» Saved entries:
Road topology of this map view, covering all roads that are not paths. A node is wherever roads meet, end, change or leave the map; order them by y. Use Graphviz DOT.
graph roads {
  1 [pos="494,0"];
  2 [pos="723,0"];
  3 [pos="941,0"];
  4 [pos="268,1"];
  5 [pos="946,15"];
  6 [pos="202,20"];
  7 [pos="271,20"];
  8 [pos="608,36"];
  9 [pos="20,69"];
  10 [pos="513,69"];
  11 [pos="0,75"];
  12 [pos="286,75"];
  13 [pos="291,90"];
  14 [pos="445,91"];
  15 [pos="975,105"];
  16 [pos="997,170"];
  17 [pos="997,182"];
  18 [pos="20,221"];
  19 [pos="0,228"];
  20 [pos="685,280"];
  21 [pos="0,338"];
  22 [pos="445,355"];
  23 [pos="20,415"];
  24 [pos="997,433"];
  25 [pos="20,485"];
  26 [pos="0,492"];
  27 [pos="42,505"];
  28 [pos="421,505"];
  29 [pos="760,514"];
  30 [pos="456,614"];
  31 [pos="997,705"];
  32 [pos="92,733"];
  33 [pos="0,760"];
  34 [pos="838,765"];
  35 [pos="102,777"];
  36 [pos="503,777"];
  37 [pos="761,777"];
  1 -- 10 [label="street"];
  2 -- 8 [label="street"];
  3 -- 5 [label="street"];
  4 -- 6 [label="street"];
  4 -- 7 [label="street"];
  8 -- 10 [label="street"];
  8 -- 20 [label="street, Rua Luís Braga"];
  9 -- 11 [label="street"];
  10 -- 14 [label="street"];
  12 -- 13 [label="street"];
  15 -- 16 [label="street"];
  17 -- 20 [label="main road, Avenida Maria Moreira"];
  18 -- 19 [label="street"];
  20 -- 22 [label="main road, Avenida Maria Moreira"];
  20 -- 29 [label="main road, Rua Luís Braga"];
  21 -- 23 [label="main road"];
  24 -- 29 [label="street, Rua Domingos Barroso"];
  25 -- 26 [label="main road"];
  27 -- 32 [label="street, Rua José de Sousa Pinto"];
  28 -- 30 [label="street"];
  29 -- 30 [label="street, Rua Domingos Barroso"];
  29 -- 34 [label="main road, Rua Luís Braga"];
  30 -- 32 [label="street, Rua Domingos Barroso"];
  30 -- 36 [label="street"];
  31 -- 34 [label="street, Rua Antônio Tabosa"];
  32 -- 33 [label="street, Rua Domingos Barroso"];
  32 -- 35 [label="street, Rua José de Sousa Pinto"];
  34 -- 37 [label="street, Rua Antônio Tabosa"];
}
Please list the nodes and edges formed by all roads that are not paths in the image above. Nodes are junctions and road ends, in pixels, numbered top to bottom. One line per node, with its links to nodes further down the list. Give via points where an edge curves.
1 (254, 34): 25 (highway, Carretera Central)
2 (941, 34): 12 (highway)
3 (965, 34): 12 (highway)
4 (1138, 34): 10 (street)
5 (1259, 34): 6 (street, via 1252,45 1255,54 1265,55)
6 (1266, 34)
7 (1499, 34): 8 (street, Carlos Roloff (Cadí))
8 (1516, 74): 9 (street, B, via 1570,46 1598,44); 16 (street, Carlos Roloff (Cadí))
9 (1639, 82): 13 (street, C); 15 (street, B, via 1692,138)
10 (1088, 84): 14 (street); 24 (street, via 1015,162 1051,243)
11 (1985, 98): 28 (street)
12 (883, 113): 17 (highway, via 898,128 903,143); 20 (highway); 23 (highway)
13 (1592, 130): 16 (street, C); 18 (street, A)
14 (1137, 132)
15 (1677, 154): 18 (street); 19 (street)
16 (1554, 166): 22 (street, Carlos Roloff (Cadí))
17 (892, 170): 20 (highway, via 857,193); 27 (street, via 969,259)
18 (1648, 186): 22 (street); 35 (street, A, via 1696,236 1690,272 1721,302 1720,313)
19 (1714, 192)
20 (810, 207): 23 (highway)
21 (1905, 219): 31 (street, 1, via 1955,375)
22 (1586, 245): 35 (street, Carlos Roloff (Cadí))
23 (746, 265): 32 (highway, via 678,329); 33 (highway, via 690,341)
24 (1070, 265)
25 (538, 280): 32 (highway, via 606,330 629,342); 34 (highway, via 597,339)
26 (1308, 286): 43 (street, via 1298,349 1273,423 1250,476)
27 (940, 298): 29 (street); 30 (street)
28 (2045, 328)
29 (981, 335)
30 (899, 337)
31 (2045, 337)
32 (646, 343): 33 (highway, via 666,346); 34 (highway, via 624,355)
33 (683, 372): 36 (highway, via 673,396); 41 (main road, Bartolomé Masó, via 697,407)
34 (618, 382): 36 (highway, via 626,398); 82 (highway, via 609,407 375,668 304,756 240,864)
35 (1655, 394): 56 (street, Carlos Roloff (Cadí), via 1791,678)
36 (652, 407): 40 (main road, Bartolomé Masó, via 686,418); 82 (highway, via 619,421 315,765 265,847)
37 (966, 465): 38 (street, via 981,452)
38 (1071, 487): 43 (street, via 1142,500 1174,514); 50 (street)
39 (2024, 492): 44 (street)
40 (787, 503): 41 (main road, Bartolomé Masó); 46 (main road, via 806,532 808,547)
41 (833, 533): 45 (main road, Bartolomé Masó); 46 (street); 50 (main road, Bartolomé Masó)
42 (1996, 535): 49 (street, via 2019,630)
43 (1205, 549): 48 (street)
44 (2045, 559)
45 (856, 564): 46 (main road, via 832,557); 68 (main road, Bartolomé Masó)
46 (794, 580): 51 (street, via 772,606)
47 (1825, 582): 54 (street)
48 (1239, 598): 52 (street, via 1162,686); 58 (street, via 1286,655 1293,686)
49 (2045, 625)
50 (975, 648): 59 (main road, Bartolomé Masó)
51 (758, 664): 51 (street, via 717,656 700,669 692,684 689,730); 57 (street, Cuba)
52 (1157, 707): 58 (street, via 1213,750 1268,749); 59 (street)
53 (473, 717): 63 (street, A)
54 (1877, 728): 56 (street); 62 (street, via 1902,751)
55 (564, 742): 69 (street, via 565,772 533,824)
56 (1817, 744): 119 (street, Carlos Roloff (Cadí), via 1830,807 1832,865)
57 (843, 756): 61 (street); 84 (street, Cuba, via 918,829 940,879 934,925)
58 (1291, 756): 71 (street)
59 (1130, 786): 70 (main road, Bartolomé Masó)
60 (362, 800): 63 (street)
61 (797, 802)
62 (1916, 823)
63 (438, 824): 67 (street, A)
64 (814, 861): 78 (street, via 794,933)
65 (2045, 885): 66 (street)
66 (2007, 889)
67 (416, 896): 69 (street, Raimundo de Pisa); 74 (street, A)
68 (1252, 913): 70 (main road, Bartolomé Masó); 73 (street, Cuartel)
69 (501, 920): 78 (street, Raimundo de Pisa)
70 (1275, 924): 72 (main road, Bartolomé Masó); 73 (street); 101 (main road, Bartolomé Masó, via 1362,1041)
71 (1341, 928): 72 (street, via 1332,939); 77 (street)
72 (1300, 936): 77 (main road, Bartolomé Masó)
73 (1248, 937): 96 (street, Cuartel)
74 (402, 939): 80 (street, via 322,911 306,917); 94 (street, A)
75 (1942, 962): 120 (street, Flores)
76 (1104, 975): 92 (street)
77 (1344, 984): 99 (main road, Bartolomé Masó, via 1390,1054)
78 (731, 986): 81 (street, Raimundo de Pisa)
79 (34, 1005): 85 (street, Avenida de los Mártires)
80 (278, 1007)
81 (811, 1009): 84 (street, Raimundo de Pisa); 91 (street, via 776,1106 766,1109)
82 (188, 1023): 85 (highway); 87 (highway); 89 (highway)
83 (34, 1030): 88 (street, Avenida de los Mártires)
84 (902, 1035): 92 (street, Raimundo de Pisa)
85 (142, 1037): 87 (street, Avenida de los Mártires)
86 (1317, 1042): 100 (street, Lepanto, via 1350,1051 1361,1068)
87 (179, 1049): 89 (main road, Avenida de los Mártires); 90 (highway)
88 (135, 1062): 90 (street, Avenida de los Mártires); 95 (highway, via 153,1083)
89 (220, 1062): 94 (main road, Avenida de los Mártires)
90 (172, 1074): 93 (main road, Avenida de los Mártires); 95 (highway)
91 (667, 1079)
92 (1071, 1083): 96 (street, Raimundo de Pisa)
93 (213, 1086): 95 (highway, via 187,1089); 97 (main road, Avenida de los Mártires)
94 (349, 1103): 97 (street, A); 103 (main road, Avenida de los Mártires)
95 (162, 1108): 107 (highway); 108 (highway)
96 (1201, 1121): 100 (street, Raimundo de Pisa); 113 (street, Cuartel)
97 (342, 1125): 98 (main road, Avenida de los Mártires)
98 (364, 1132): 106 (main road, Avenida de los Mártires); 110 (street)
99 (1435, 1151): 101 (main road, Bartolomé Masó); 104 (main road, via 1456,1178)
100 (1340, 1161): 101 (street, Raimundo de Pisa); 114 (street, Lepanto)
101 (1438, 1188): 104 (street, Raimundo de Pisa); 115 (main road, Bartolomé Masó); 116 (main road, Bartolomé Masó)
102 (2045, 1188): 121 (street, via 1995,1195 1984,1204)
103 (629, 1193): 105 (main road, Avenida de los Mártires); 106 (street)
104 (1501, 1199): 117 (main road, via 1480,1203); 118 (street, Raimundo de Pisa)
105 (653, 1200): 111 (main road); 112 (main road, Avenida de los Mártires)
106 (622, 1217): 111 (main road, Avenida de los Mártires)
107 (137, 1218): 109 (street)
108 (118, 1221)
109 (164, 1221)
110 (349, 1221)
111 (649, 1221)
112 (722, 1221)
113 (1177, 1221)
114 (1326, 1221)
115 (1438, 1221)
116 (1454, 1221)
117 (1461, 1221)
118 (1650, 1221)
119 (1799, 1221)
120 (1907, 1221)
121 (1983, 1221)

» EXERCISE AIM: Using the records above, report each line that contains the word "Barroso" by copying it.

» SOLUTION TO THE PROBLEM:
  24 -- 29 [label="street, Rua Domingos Barroso"];
  29 -- 30 [label="street, Rua Domingos Barroso"];
  30 -- 32 [label="street, Rua Domingos Barroso"];
  32 -- 33 [label="street, Rua Domingos Barroso"];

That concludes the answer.